Original source: https://www.ncbi.nlm.nih.gov/pubmed/29281749?dopt=Abstract
THERAPISTS’ EXPERIENCES OF MOTHER-INFANT PSYCHOANALYTIC TREATMENT: A QUALITATIVE STUDY.
Infant Ment Health J. 2018 01;39(1):55-69
Authors: Winberg Salomonsson M, Barimani M
As part of a larger research project in Sweden, a qualitative study investigated psychotherapists’ experiences of mother-infant psychoanalysis (MIP). A randomized controlled trial compared two groups of mother-infant dyads with psychological problems. One had received Child Health Center care, and the other received MIP. Previous articles on long-term effects have found that mothers who had received MIP were less depressed throughout a posttreatment period of 3½ years, and their children showed better global functioning and psychological well-being. The present study’s objectives were to describe the therapist’s experiences of MIP and deepen the understanding of the MIP process. Six months after treatment began, all therapists were interviewed.

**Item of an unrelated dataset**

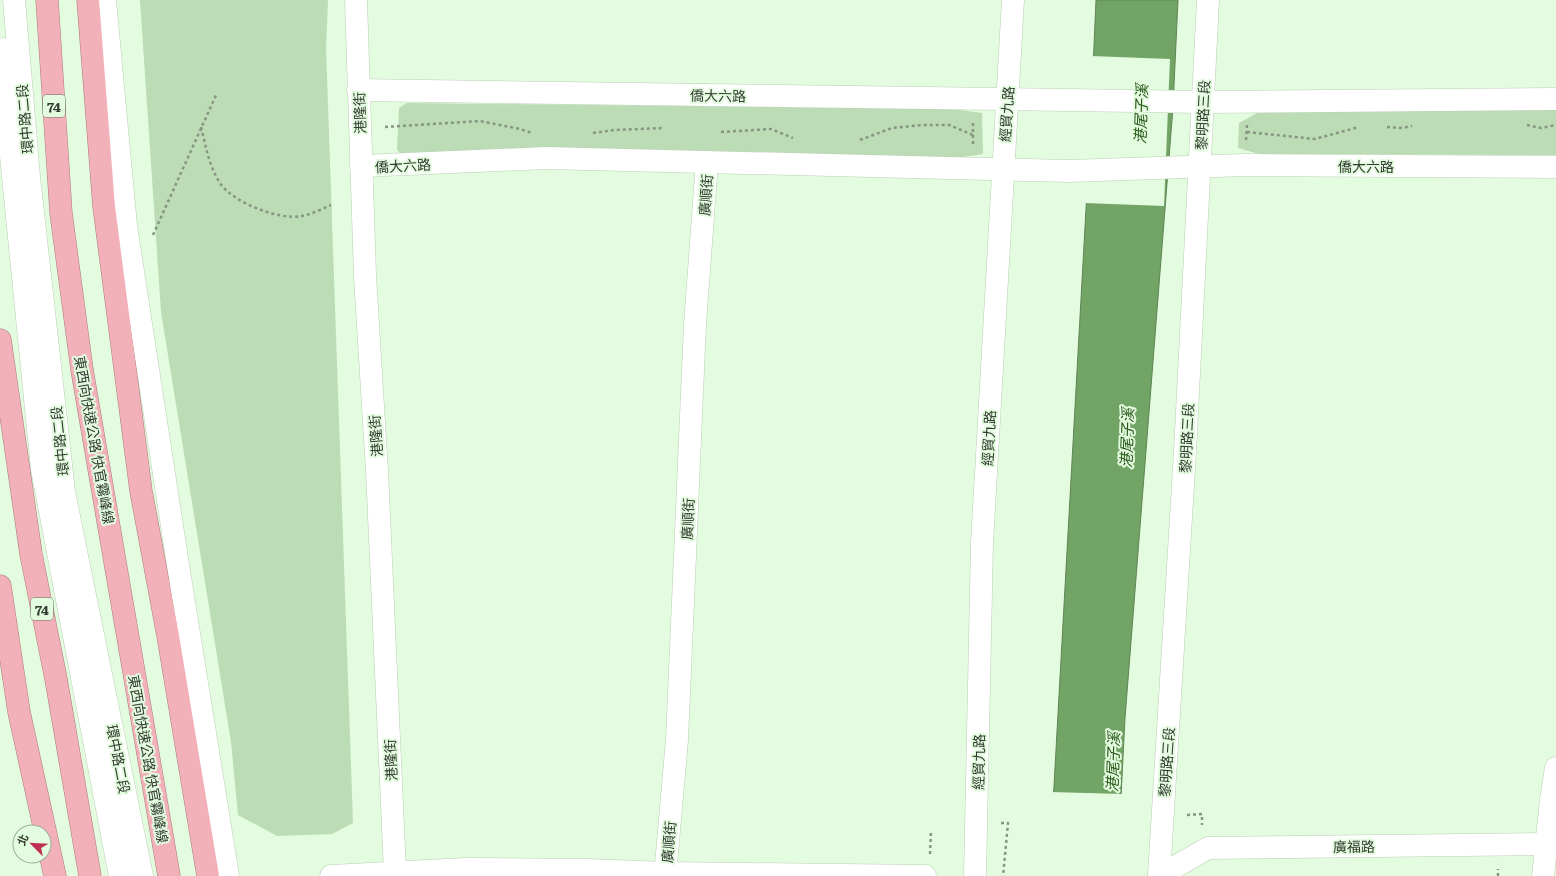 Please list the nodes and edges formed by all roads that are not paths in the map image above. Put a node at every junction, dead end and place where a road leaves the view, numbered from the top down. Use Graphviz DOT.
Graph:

Transcribed interviews with therapists from 10 (of 33 total) MIP treatments were randomly selected and analyzed in detail by thematic analysis. Therapists worked successfully with mother and infant together and found different ways of cooperation during MIP sessions. Therapists reported overall positive experiences; however, in cases where mothers needed more personal attention, it would be important to adapt the method to them.